A las 23:30, mientras gran parte de la ciudad duerme, Leoncia Arce comienza una nueva jornada. Llega hasta el Abasto para cargar su mercadería y luego se instala en su puesto del Mercado 4, donde pasa horas pelando mandioca para distribuirla a pollerías, comedores, hoteles, supermercados y distintos comercios de Asunción.
Hace 40 años vive de este oficio que heredó de su madre y que, según cuenta, le permitió salir adelante incluso en los momentos más difíciles. “Mi mamá empezó a hacer y yo después seguí. Ojalá mis hijos también sigan el día que yo no esté”, expresó.
Leoncia calcula que diariamente pela entre 500 y 600 kilos de mandioca. Aunque gran parte del trabajo lo realiza sola, durante la madrugada se suman su hija y su yerno para ayudarla con la producción y la distribución.

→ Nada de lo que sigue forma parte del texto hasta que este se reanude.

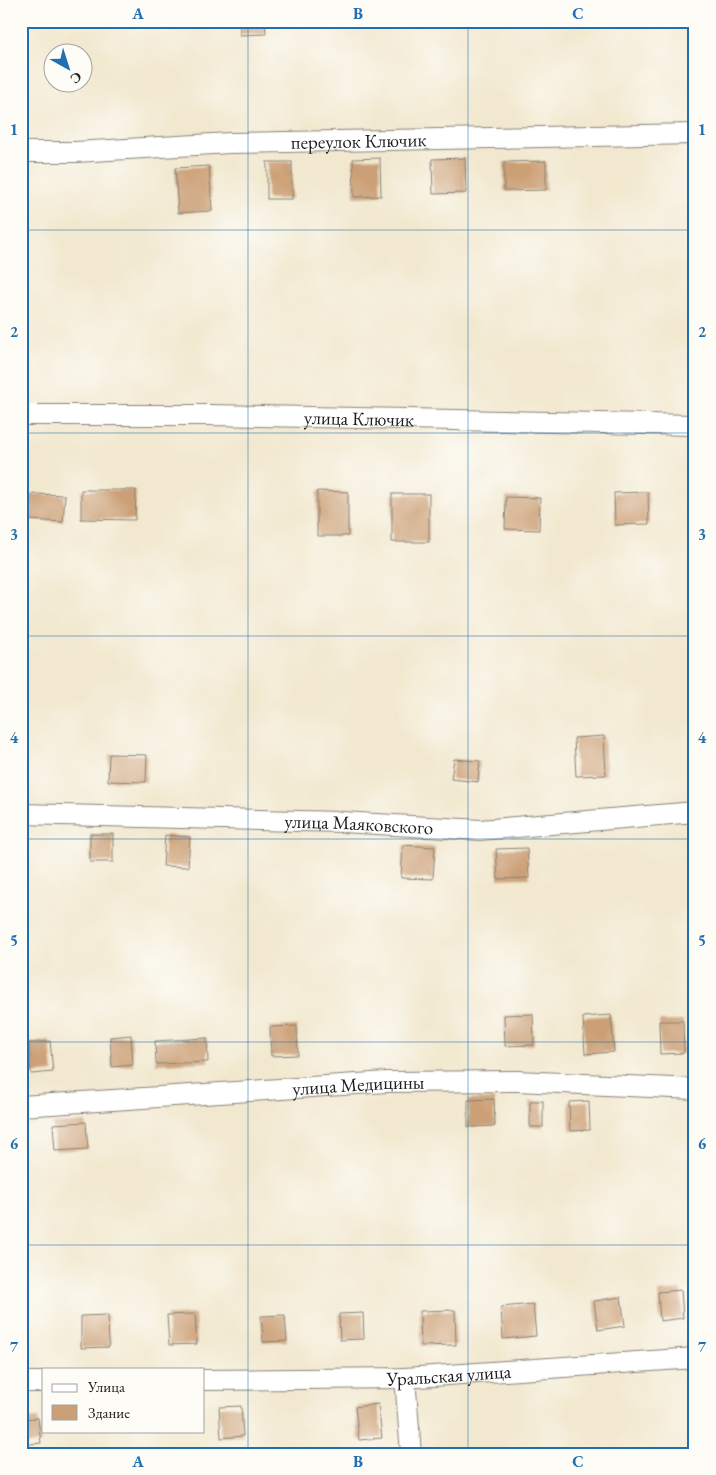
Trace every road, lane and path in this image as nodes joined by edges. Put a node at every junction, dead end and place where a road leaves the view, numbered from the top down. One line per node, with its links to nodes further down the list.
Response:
1 (695, 134): 2 (street, переулок Ключик)
2 (21, 152)
3 (21, 415): 4 (street, улица Ключик)
4 (695, 424)
5 (695, 812): 6 (street, улица Маяковского)
6 (21, 814)
7 (695, 1089): 8 (street, улица Медицины)
8 (21, 1106)
9 (695, 1358): 10 (street, Уральская улица)
10 (405, 1378): 11 (street, Уральская улица); 14 (street)
11 (205, 1380)
12 (21, 1382): 13 (street)
13 (42, 1382)
14 (411, 1454)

La rutina nunca fue sencilla, pero se volvió todavía más pesada hace cuatro años, cuando falleció su esposo. Desde entonces, quedó como único sostén del hogar. “Yo soy la cabeza, la que hace y deshace; todo sale de mi trabajo”, afirmó.
A pesar del cansancio, asegura que nunca pensó en abandonar. Gracias a ese esfuerzo logró construir su casa, mantener a su familia y dar estudio a sus hijos. Una de ellas se graduó recientemente como licenciada en obstetricia. “De este trabajo tengo mi casa, mi comodidad, no me hace falta nada”, señaló con orgullo.
En el mercado todos la conocen como Ña Leo. Es la primera en llegar cada madrugada y asegura que siempre recibió respeto y cariño de quienes trabajan en la zona. “Buen día, ña Leo, ya viniste ña Leo, qué te hace falta, ña Leo”, relató entre sonrisas al recordar el trato cotidiano de comerciantes y clientes.
Más allá del trabajo, Leoncia también intenta ayudar a personas que atraviesan necesidades. Considera que el sacrificio de las madres muchas veces supera cualquier dificultad y cree que las mujeres deben mantenerse firmes para sacar adelante a sus familias. “Si están solas como yo, tienen que luchar para sacar adelante a su familia”, sostuvo.
En este Día de la Madre, la historia de Leoncia Arce refleja la realidad de miles de mujeres paraguayas que sostienen sus hogares desde el esfuerzo diario, muchas veces silencioso, pero fundamental para construir oportunidades para sus hijos.